Haziran 15, 2009

Engin Abi, Başlığından Hiç Bişe Anlamadım!

Ahkâm, sıdk-ü selametten münhariftir
Abi bu ne demek? Biliyosun ki biz gençler bu kelimelerden bi halt anlamayız! He diceksin ki çok da şeyimdeydi!

İşte bizde kültür "dezenformasyonu" böyle bişey. Tarihimize söve söve tarih öğrendik!

Araplar şöyle, farslar böyle. Eee ne kaldı geriye? Günlük 200 kelimeyle birbiriyle anlaşmaya çalışan insanlar topluluğu!

Başlığa çok takıldım biliyorum. Orayı geçtim yazının içine dalalım.

Ne diyo Engin abi;

Türkiye'de yıkılabilecek tabular vardır, asla yıkılamayacak tabular vardır.


Evet abi haklısın. İrticayla mücadele hiç bitmez diyen generallerin olduğu bi memlekette bazı tabular hiç ama hiç yıkılmaz.

Namaz kılanların kovulduğu bir peygamber ocağına sahip olduğumuz sürece bu devran böyle sürüp gider. Bu nasıl bir ocaktır!
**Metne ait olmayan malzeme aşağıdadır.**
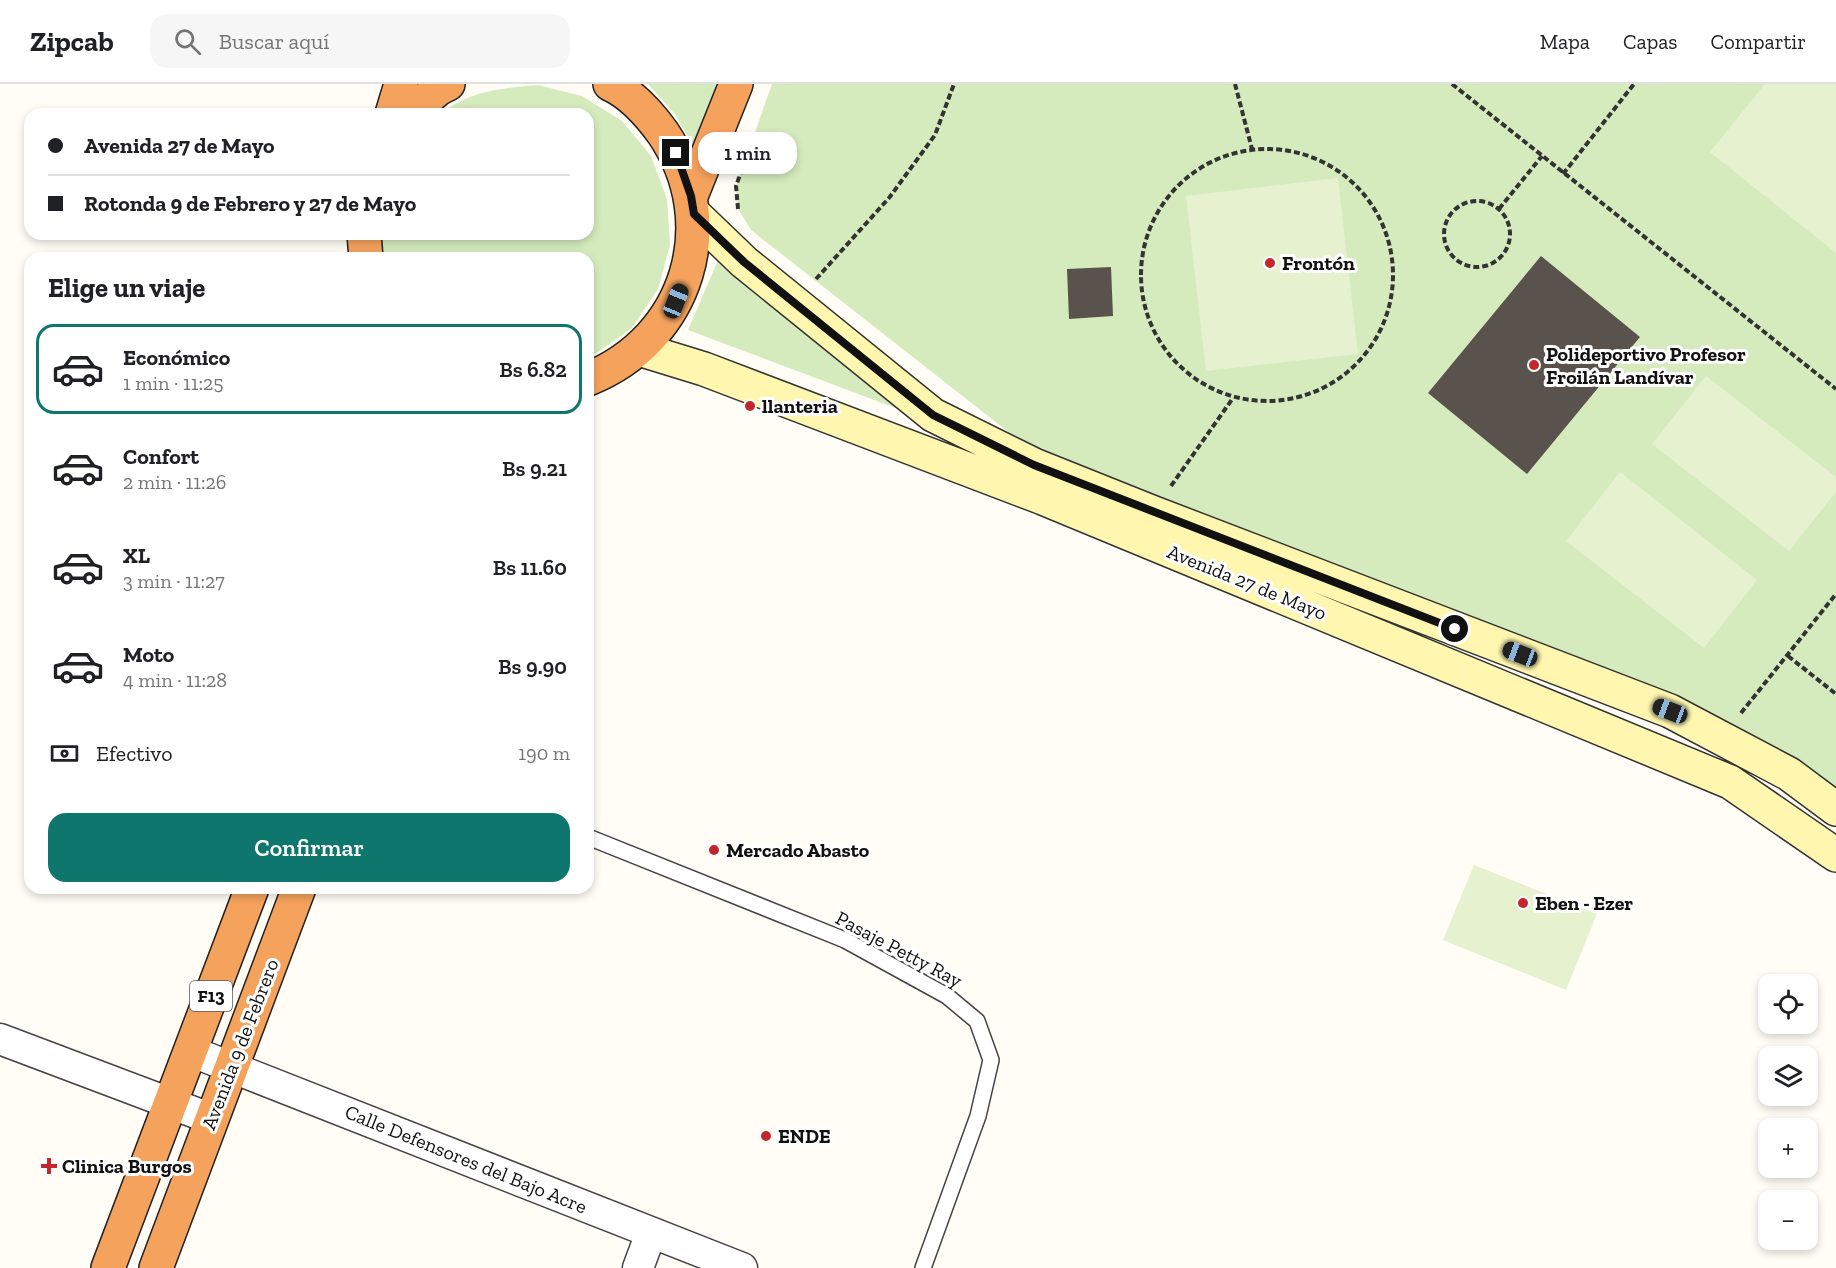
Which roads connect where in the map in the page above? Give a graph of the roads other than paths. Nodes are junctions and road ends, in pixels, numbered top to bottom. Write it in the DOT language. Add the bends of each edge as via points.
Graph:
graph roads {
  1 [pos="401,84"];
  2 [pos="448,84"];
  3 [pos="610,84"];
  4 [pos="736,84"];
  5 [pos="394,108"];
  6 [pos="416,108"];
  7 [pos="693,205"];
  8 [pos="639,349"];
  9 [pos="594,377"];
  10 [pos="1836,809"];
  11 [pos="594,839"];
  12 [pos="1836,855"];
  13 [pos="250,894"];
  14 [pos="297,894"];
  15 [pos="0,1039"];
  16 [pos="190,1051"];
  17 [pos="232,1066"];
  18 [pos="170,1104"];
  19 [pos="212,1119"];
  20 [pos="651,1233"];
  21 [pos="108,1268"];
  22 [pos="156,1268"];
  23 [pos="638,1268"];
  24 [pos="742,1268"];
  25 [pos="922,1268"];
  1 -- 5 [label="highway"];
  2 -- 6 [label="highway"];
  3 -- 7 [label="highway" via="650,114 676,153"];
  4 -- 7 [label="highway"];
  7 -- 8 [label="highway" via="693,244 683,283 659,327"];
  7 -- 10 [label="main road, Avenida 27 de Mayo" via="744,262 933,415 1034,465 1670,711 1789,774"];
  8 -- 9 [label="highway" via="609,371"];
  8 -- 12 [label="main road, Avenida 27 de Mayo" via="704,369 1043,498 1730,782"];
  11 -- 25 [label="lane, Pasaje Petty Ray" via="845,940 947,996 977,1022 991,1060 978,1116"];
  13 -- 16 [label="highway, F13"];
  14 -- 17 [label="highway, Avenida 9 de Febrero / F13"];
  15 -- 18 [label="street"];
  16 -- 17 [label="street, Calle Defensores del Bajo Acre"];
  16 -- 18 [label="highway, F13"];
  17 -- 19 [label="highway, Avenida 9 de Febrero / F13"];
  17 -- 20 [label="street, Calle Defensores del Bajo Acre"];
  18 -- 19 [label="street"];
  18 -- 21 [label="highway, F13"];
  19 -- 22 [label="highway, Avenida 9 de Febrero / F13"];
  20 -- 23 [label="street"];
  20 -- 24 [label="street, Calle Defensores del Bajo Acre"];
}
Örneğin kapitalistleşme, hız kazanarak gelişecektir.


Kapitalizim bizim millete çok tatlı geldi. Ucunda para olsun valla imanını bile satar bu millet.

Satmadı mı?

Sattııı.

Kapitalizim dediğin bir boktur, bunu yemeyen yoktur. Bu laf bizdeki "para kazanma" hırsını özetliyor.
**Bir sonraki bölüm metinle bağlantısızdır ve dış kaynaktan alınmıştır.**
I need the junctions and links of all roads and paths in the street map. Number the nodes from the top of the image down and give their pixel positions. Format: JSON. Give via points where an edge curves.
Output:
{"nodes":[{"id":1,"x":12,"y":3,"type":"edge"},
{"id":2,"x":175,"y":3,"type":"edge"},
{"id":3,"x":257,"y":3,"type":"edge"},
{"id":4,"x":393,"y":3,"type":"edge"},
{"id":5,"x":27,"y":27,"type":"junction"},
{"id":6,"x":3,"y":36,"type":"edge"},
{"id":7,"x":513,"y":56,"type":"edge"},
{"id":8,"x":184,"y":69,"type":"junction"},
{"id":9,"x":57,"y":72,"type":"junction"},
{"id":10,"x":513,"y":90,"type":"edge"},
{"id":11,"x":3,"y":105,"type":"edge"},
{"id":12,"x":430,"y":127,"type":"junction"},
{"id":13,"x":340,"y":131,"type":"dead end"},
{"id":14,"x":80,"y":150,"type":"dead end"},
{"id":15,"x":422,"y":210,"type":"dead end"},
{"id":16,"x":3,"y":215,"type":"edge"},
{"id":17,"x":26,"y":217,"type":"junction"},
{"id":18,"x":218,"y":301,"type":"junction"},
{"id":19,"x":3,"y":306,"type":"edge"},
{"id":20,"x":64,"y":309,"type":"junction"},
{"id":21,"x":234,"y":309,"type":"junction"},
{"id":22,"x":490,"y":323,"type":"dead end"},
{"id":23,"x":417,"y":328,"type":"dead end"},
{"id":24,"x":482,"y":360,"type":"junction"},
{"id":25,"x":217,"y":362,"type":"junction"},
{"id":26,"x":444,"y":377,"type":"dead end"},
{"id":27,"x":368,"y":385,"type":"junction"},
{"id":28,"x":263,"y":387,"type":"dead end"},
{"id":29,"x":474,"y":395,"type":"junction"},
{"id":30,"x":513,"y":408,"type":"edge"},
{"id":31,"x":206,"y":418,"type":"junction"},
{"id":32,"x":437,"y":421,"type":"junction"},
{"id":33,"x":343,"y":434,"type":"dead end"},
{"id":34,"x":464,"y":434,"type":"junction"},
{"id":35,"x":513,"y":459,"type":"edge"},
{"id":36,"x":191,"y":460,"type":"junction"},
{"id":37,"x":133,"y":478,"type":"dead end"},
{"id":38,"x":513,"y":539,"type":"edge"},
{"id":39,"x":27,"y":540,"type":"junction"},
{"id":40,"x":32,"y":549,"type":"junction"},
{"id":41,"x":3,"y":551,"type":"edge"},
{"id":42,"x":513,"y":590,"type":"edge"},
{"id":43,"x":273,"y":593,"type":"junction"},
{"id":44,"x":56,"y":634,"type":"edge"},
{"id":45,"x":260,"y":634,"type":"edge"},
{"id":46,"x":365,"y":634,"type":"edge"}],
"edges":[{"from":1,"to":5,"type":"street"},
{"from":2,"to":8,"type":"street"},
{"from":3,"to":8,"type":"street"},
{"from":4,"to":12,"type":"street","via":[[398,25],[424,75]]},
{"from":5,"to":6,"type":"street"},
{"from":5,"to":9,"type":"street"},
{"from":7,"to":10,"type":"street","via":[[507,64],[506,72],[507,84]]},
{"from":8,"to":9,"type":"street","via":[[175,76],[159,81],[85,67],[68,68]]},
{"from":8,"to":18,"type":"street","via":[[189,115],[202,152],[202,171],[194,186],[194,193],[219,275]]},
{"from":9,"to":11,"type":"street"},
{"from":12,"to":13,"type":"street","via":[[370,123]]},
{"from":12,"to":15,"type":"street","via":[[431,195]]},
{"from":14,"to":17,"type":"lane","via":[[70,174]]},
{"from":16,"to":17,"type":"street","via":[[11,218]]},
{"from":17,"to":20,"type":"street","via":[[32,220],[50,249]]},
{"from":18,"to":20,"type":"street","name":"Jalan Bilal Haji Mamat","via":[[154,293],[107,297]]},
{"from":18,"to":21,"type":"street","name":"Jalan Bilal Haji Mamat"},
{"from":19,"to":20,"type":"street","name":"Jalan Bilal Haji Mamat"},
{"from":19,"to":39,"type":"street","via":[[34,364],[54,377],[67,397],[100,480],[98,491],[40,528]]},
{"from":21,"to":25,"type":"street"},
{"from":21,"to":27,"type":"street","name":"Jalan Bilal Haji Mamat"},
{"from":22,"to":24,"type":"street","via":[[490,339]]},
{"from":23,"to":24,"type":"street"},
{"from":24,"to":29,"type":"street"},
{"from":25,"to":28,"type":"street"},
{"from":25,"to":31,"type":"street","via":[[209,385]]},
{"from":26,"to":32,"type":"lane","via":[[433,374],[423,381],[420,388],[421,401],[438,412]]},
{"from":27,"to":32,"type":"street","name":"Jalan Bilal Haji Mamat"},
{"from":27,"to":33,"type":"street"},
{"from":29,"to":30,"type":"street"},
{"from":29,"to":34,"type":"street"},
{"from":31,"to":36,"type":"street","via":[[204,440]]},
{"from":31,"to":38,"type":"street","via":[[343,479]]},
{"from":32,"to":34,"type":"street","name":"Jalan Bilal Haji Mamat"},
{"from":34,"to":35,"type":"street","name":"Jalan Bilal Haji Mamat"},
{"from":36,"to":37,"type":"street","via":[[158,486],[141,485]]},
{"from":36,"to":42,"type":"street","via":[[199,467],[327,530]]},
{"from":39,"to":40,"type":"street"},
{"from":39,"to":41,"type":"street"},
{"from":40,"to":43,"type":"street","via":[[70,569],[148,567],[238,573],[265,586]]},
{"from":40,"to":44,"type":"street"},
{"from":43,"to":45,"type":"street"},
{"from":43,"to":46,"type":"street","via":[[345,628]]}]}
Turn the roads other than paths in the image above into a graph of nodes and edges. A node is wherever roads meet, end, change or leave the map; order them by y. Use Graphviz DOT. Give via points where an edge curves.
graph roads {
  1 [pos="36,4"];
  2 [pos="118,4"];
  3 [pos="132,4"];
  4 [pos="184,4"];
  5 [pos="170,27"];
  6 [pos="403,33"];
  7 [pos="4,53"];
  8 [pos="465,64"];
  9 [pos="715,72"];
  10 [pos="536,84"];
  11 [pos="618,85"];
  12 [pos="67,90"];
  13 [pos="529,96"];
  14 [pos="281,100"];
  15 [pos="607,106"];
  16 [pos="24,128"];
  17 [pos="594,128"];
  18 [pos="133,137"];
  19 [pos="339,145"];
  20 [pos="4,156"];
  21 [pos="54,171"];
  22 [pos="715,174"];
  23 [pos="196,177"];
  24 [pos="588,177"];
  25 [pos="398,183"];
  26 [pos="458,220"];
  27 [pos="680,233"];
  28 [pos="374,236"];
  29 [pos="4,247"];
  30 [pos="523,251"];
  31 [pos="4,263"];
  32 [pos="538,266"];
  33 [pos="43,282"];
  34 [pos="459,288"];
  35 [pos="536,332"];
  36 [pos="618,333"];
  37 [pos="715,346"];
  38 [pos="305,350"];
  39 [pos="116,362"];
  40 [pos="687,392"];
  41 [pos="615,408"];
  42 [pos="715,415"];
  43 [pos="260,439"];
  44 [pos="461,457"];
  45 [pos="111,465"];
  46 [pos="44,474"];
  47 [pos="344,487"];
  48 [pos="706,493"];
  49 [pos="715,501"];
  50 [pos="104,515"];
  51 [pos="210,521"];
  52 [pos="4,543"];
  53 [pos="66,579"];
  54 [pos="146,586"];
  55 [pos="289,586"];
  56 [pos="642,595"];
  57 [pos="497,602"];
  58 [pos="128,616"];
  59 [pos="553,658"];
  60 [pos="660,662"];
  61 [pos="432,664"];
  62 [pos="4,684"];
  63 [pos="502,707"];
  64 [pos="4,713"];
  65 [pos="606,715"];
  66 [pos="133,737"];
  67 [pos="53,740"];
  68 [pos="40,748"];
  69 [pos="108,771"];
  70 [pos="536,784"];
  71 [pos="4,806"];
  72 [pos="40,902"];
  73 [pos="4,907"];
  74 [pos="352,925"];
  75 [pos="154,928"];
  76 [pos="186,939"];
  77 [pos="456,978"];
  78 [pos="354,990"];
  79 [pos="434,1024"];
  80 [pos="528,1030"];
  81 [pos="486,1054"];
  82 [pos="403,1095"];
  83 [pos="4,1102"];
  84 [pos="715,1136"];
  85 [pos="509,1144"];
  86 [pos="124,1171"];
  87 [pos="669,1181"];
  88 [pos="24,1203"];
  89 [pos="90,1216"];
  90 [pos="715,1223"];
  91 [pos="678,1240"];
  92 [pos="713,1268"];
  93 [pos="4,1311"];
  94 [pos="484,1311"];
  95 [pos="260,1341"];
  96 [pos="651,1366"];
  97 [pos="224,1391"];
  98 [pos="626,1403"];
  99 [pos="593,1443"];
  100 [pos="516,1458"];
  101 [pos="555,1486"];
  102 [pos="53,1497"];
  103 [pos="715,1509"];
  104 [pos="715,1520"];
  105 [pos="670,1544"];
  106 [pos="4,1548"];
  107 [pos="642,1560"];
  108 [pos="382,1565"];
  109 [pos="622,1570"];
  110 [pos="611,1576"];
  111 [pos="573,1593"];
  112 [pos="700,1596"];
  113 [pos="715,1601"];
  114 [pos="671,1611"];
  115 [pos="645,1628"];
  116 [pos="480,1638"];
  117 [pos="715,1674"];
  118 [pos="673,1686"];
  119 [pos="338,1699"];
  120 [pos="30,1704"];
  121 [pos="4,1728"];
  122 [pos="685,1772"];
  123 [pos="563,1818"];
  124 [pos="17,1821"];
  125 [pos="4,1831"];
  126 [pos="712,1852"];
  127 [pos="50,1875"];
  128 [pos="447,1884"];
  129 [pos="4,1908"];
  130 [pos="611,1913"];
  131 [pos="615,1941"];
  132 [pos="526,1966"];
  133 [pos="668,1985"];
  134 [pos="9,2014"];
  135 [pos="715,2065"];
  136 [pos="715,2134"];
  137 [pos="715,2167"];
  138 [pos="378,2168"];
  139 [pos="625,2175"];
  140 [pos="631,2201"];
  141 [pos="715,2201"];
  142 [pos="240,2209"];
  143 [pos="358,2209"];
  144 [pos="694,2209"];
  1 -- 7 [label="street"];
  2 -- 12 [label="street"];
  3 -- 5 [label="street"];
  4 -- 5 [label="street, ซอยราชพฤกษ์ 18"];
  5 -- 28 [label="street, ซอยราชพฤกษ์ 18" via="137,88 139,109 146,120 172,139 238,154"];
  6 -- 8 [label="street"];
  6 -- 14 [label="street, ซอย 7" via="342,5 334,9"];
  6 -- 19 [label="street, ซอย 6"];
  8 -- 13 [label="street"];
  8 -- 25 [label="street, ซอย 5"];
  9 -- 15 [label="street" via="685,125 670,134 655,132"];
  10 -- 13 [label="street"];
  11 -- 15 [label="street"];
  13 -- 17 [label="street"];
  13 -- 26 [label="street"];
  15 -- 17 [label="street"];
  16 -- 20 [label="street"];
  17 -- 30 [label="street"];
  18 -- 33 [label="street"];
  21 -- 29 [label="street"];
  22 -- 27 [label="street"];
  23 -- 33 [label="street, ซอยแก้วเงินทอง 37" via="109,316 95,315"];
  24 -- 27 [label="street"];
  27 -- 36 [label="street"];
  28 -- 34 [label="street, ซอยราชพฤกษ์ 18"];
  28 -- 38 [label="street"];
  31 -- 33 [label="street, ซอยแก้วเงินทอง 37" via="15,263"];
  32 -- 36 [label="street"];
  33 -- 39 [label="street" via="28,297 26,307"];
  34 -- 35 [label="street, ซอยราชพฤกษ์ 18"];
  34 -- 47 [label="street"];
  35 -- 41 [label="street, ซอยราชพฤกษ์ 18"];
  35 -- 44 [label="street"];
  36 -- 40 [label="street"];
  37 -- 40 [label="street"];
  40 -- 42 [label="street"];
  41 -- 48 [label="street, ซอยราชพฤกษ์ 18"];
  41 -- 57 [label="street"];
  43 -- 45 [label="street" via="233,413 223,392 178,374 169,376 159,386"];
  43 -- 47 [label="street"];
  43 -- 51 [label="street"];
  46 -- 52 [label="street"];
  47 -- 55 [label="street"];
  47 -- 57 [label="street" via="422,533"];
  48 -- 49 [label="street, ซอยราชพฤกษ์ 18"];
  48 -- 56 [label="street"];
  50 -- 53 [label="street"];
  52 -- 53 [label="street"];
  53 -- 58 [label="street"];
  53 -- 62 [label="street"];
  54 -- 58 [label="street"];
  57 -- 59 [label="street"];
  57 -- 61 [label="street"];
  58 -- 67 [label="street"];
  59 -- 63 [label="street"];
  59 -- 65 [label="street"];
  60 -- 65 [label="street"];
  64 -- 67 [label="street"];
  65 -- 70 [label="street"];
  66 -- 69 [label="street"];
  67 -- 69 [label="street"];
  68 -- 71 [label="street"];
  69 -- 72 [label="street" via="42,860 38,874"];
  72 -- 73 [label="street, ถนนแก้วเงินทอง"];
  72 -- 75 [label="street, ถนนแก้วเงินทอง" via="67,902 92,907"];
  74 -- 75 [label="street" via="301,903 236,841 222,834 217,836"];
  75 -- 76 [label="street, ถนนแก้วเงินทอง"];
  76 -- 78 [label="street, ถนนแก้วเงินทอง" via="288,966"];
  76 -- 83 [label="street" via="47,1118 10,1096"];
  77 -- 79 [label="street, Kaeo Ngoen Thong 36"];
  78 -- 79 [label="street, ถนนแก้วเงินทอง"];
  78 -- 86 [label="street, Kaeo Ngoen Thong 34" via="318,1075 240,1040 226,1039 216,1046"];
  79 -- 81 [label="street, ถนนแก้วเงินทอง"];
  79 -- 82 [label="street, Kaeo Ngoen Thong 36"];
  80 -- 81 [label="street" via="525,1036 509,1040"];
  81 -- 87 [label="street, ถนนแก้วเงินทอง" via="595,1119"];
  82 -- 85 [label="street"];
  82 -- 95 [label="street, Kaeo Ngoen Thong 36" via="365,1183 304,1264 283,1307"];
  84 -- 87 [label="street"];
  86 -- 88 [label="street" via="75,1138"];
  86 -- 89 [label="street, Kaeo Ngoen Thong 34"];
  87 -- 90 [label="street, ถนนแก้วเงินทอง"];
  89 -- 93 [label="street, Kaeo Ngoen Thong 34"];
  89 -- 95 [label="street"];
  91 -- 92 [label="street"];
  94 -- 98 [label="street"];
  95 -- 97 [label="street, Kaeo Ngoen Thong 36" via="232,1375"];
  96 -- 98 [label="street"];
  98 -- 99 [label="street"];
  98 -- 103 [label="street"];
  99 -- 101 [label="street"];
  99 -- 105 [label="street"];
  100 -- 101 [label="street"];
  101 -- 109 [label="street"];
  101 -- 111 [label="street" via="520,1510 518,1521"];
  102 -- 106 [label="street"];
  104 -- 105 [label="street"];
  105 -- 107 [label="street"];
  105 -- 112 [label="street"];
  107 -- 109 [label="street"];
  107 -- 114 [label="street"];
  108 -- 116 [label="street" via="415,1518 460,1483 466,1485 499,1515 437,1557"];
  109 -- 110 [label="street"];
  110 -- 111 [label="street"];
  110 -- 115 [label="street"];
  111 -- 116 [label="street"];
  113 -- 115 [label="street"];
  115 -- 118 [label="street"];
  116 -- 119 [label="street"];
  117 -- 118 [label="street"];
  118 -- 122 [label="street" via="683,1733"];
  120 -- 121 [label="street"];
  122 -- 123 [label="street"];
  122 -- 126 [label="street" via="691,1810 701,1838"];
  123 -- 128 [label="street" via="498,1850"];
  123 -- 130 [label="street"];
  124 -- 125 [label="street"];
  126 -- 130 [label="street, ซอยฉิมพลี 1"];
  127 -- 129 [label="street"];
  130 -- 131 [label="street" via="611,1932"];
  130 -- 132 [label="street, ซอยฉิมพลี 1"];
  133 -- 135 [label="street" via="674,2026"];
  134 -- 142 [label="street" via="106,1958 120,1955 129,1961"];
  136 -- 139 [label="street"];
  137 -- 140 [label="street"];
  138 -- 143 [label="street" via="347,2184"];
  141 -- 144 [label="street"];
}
Bazen muhafazakar patronların bir araya geldikleri ve aralarında yaptıkları muhabbetlere şahit oluyorum.

Bazen de maraba yani amelelerin arasına katılıp onlarla takılıyorum.

Marabalarla yapılan muhabbet çok ama çok sıcak geliyor bana.

Neden; çünkü içinde para yok, sefillik var.

Ezmek yok ezilmişlik var.

Kanaat etme var.

Bazen patrona yalakalık etme var ama çoğunlukla küfür etme var.

He bunun yanında hala fakir edebiyatı eden kapitalist köpek patronları görünce insanın komünist olası geliyor!

Ey komünist geçinenler. Biliyorum sayılarınız her geçen gün azalıyor.

Biliyorum üniversite yıllarında sloganlar savurup daha sonra paranın cazibesine tapanlarınızın sayıları artıyor.

Herşeye rağmen yolunuz açık olsun!

Başka ne diyor Engin abi;

Bu ülkede gerçek anlamda bir demokrasi kurulabileceğine asla inanmadım. Türkiye'de hiçkimse demokrat değildir. "Artık hiçbir şey eskisi gibi olmayacak" sloganını çok dinledik biz... Boş laftır.
Türkiye, bu çabayla debelene debelene daha yıllarca sürüklenir gider...
Bu ülkede, bürokrasinin toplum üzerindeki "vesayeti" asla ortadan kalkmayacaktır.


Umarım gençler arasında bu duygular yeşerir diyecem ama hangi gençler abii!

Hayat okadar boktan ki düşünmeyi unutturdu bana! Üniversiteye gidelim, sonra mezun olalım iş bulalım. Günde 10 bazen 12 saat çalışıp pestilimiz çıksın. Peki abi bunları biz ne zaman düşünecez?

Gençlerin düşündüğü tek şey erkenden torpilli kaymak gibi bi işe ya da devlete (bu ikisi eş anlamlı) kapak atıp kapitalist sömürü düzeninde bir yer edinmek. Bu kafayla biz hangi sorundan kurtulacağız. En büyük sorun kendimiziz zaten!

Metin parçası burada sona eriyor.